Methods: An institutional review board-approved retrospective search of the breast imaging database was performed to select patients with biopsy-proven IGM between 2017 and 2022. Retrospective review evaluated clinical presentation, imaging findings with US and mammography, and treatment recommendations (antibiotics, nonsteroidal anti-inflammatory drugs [NSAIDs], warm compresses, or observation only). Response to treatment was evaluated on follow-up US. A favorable treatment response was a decrease in size or resolution of disease on follow-up imaging. Statistical analysis using Poisson regression was performed to evaluate the clinical outcomes associated with each treatment.

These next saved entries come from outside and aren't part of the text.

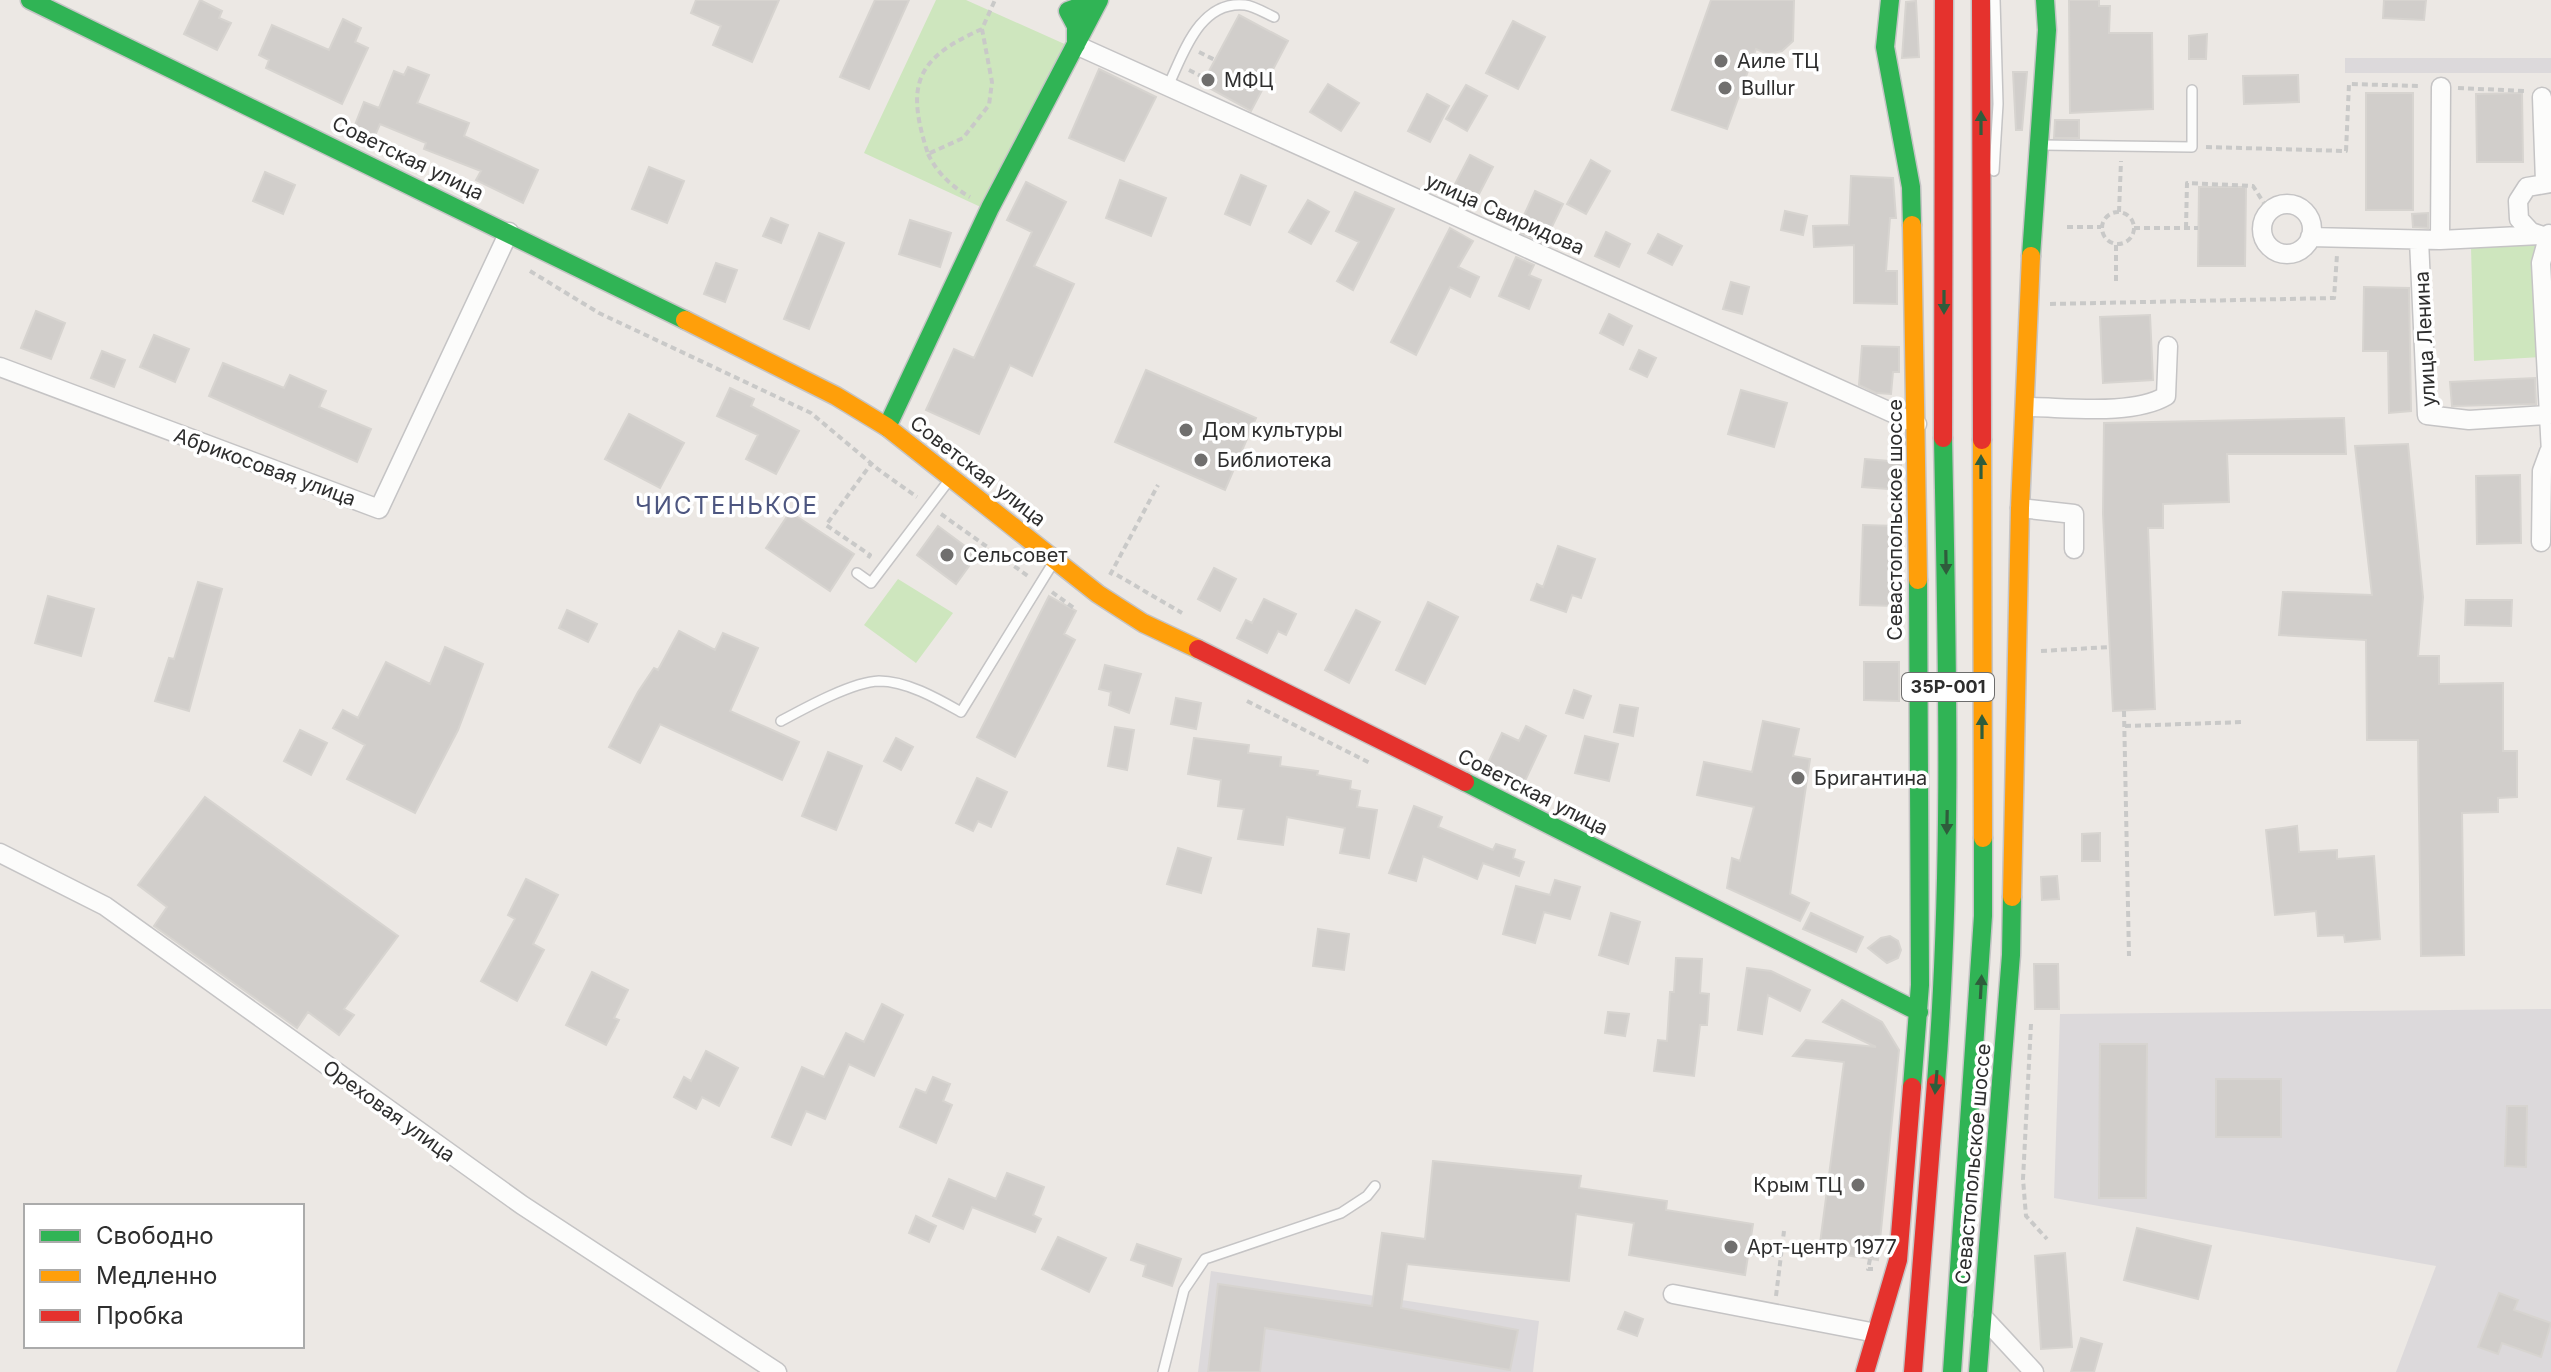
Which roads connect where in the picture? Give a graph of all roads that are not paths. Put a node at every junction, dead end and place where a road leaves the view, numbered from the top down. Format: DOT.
graph roads {
  1 [pos="30,0"];
  2 [pos="1098,0"];
  3 [pos="1890,0"];
  4 [pos="1935,0"];
  5 [pos="1944,0"];
  6 [pos="1981,0"];
  7 [pos="1995,0"];
  8 [pos="2045,0"];
  9 [pos="1062,8"];
  10 [pos="1274,17"];
  11 [pos="1089,21"];
  12 [pos="1076,45"];
  13 [pos="1098,55"];
  14 [pos="1064,64"];
  15 [pos="1168,86"];
  16 [pos="2441,87"];
  17 [pos="2192,90"];
  18 [pos="2542,97"];
  19 [pos="2037,145"];
  20 [pos="2548,182"];
  21 [pos="509,232"];
  22 [pos="2547,234"];
  23 [pos="2310,237"];
  24 [pos="2419,240"];
  25 [pos="2440,240"];
  26 [pos="1981,253"];
  27 [pos="1944,259"];
  28 [pos="2168,346"];
  29 [pos="0,367"];
  30 [pos="899,404"];
  31 [pos="2025,407"];
  32 [pos="868,415"];
  33 [pos="2547,415"];
  34 [pos="1917,424"];
  35 [pos="887,427"];
  36 [pos="909,444"];
  37 [pos="2550,452"];
  38 [pos="953,477"];
  39 [pos="2020,508"];
  40 [pos="2541,542"];
  41 [pos="2074,549"];
  42 [pos="1055,560"];
  43 [pos="857,573"];
  44 [pos="781,721"];
  45 [pos="0,853"];
  46 [pos="1920,985"];
  47 [pos="1888,995"];
  48 [pos="1919,1012"];
  49 [pos="1917,1042"];
  50 [pos="1375,1186"];
  51 [pos="1673,1294"];
  52 [pos="1982,1316"];
  53 [pos="1876,1333"];
  54 [pos="2007,1342"];
  55 [pos="1980,1349"];
  56 [pos="777,1372"];
  57 [pos="1163,1372"];
  58 [pos="1865,1372"];
  59 [pos="1913,1372"];
  60 [pos="1952,1372"];
  61 [pos="1978,1372"];
  62 [pos="2034,1372"];
  1 -- 21 [label="main road, Советская улица"];
  2 -- 9 [label="main road"];
  2 -- 11 [label="main road"];
  3 -- 34 [label="main road, Севастопольское шоссе"];
  4 -- 27 [label="lane"];
  5 -- 27 [label="main road, 35Р-001"];
  26 -- 6 [label="main road, 35Р-001, one-way"];
  7 -- 26 [label="lane"];
  8 -- 19 [label="main road, Севастопольское шоссе"];
  9 -- 11 [label="main road"];
  9 -- 12 [label="main road"];
  10 -- 15 [label="lane"];
  11 -- 12 [label="main road"];
  11 -- 13 [label="street"];
  12 -- 13 [label="street, улица Свиридова"];
  12 -- 14 [label="main road"];
  13 -- 14 [label="street"];
  13 -- 15 [label="street, улица Свиридова"];
  14 -- 30 [label="main road"];
  15 -- 34 [label="street, улица Свиридова"];
  16 -- 25 [label="street"];
  17 -- 19 [label="lane"];
  18 -- 20 [label="street"];
  19 -- 31 [label="main road, Севастопольское шоссе"];
  20 -- 22 [label="street"];
  21 -- 29 [label="street, Абрикосовая улица"];
  21 -- 32 [label="main road, Советская улица"];
  22 -- 25 [label="street"];
  22 -- 33 [label="street"];
  23 -- 23 [label="street"];
  23 -- 24 [label="street"];
  24 -- 25 [label="street"];
  24 -- 33 [label="street, улица Ленина"];
  60 -- 26 [label="main road, 35Р-001, one-way"];
  27 -- 59 [label="main road, 35Р-001, one-way"];
  28 -- 31 [label="street"];
  30 -- 32 [label="main road"];
  30 -- 35 [label="main road"];
  30 -- 36 [label="main road"];
  31 -- 39 [label="main road, Севастопольское шоссе"];
  32 -- 35 [label="main road, Советская улица"];
  33 -- 37 [label="street"];
  34 -- 46 [label="main road, Севастопольское шоссе"];
  35 -- 36 [label="main road, Советская улица"];
  36 -- 38 [label="main road, Советская улица"];
  37 -- 40 [label="street"];
  38 -- 42 [label="main road, Советская улица"];
  38 -- 43 [label="lane"];
  39 -- 41 [label="street"];
  39 -- 52 [label="main road, Севастопольское шоссе"];
  42 -- 44 [label="lane"];
  42 -- 47 [label="main road, Советская улица"];
  45 -- 56 [label="street, Ореховая улица"];
  46 -- 47 [label="main road"];
  46 -- 48 [label="main road, Севастопольское шоссе"];
  47 -- 48 [label="main road, Советская улица"];
  47 -- 49 [label="main road"];
  48 -- 49 [label="main road, Севастопольское шоссе"];
  49 -- 53 [label="main road, Севастопольское шоссе"];
  50 -- 57 [label="lane"];
  51 -- 53 [label="street"];
  52 -- 54 [label="street"];
  52 -- 55 [label="main road, Севастопольское шоссе"];
  53 -- 58 [label="main road, Севастопольское шоссе"];
  54 -- 55 [label="street"];
  54 -- 62 [label="street"];
  55 -- 61 [label="main road, Севастопольское шоссе"];
}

Results: A total of 235 patients met the selection criteria with a mean age of 38 years (18 to 68). The majority of patients were Hispanic (95%, 223/235). Of all patients, 75.3% (177/235) received treatment (consisting of 1 or any combination of antibiotics, NSAIDs, warm compresses), 24.7% (58/235) were treated with observation, 78.7% (185/235) returned for follow-up imaging, and 21.3% (50/235) were lost to follow-up. Of those with follow-up imaging, disease improvement was seen in 70.3% (102/145) of patients who received treatment compared with 72.5% (29/40) of patients treated by observation alone. Multivariate analysis further showed no difference in clinical outcomes among the treatment of unifocal, multifocal, or recurrent IGM.
Conclusion: Nonsteroidal treatment of IGM showed no significant improvement on follow-up imaging compared to treatment with observation alone in a predominantly Hispanic patient population.